* TASK BRIEF *
Pick out each line in these entries that contains the string "SOUTH".

* PROVIDED RECORDS *
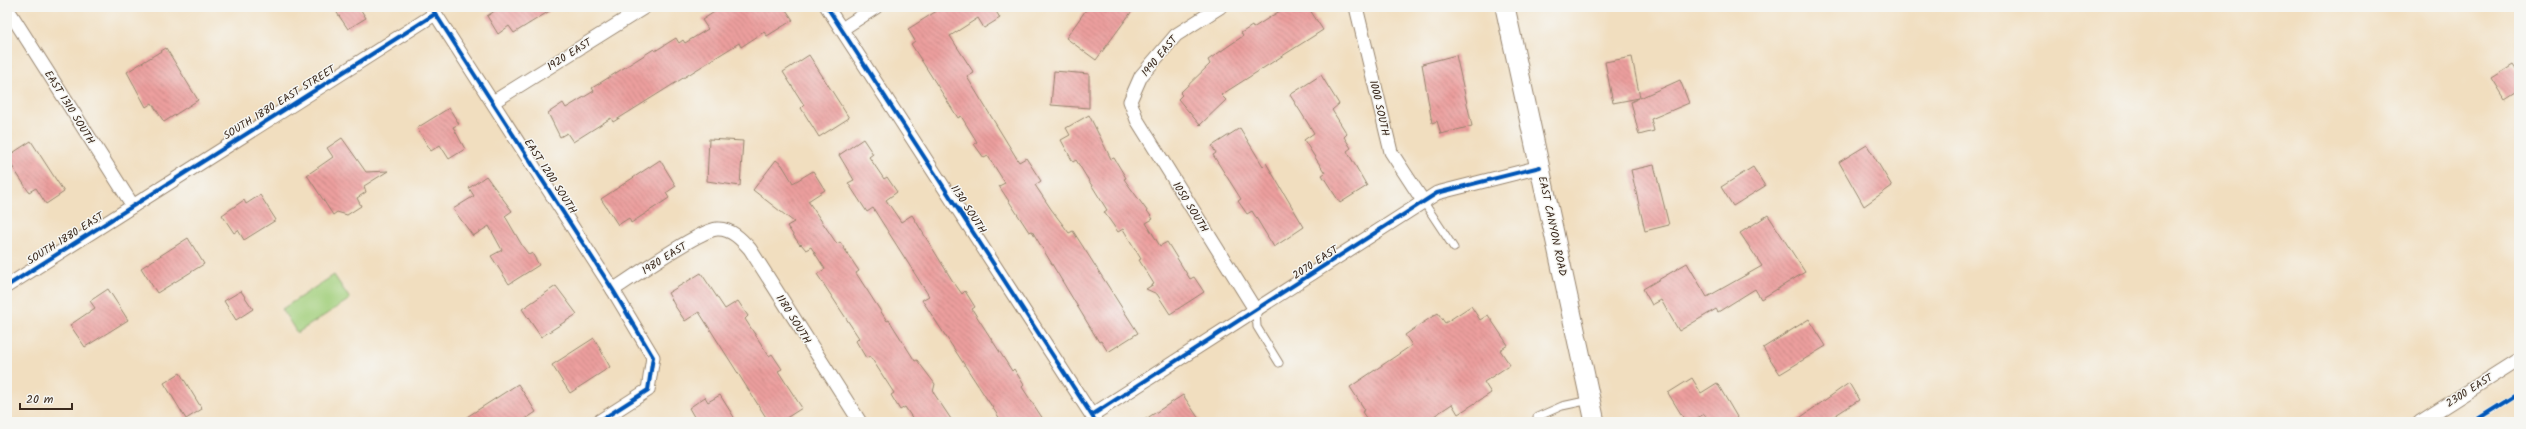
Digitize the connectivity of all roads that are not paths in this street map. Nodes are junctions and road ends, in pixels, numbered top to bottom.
1 (645, 7) edge
2 (827, 7) edge
3 (876, 7) edge
4 (1220, 7) edge
5 (1356, 7) edge
6 (1505, 7) edge
7 (7, 8) edge
8 (433, 10) edge
9 (842, 29) junction
10 (1130, 101) joint
11 (493, 102) junction
12 (1540, 167) junction
13 (1423, 201) junction
14 (133, 206) junction
15 (717, 229) joint
16 (1454, 248) dead end
17 (7, 286) edge
18 (613, 290) junction
19 (1256, 311) junction
20 (2519, 359) edge
21 (1279, 363) dead end
22 (1590, 400) junction
23 (1537, 417) dead end
24 (1094, 418) edge
25 (598, 422) edge
26 (860, 422) edge
27 (1595, 422) edge
28 (2420, 422) edge

1 - 11 street, 1920 EAST
2 - 9 street, 1130 SOUTH
3 - 9 street
4 - 10 street, 1990 EAST
5 - 13 street, 1000 SOUTH
6 - 12 main road, EAST CANYON ROAD
7 - 14 street, EAST 1310 SOUTH
8 - 11 street, EAST 1200 SOUTH
8 - 14 street, SOUTH 1880 EAST STREET
9 - 24 street, 1130 SOUTH
10 - 19 street, 1050 SOUTH
11 - 18 street, EAST 1200 SOUTH
12 - 13 street, 2070 EAST
12 - 22 main road, EAST CANYON ROAD
13 - 16 lane
13 - 19 street, 2070 EAST
14 - 17 street, SOUTH 1880 EAST
15 - 18 street, 1980 EAST
15 - 26 street, 1180 SOUTH
18 - 25 street, EAST 1200 SOUTH
19 - 21 lane
19 - 24 street, 2070 EAST
20 - 28 street, 2300 EAST
22 - 23 lane
22 - 27 main road, EAST CANYON ROAD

* ANSWER AREA *
2 - 9 street, 1130 SOUTH
5 - 13 street, 1000 SOUTH
7 - 14 street, EAST 1310 SOUTH
8 - 11 street, EAST 1200 SOUTH
8 - 14 street, SOUTH 1880 EAST STREET
9 - 24 street, 1130 SOUTH
10 - 19 street, 1050 SOUTH
11 - 18 street, EAST 1200 SOUTH
14 - 17 street, SOUTH 1880 EAST
15 - 26 street, 1180 SOUTH
18 - 25 street, EAST 1200 SOUTH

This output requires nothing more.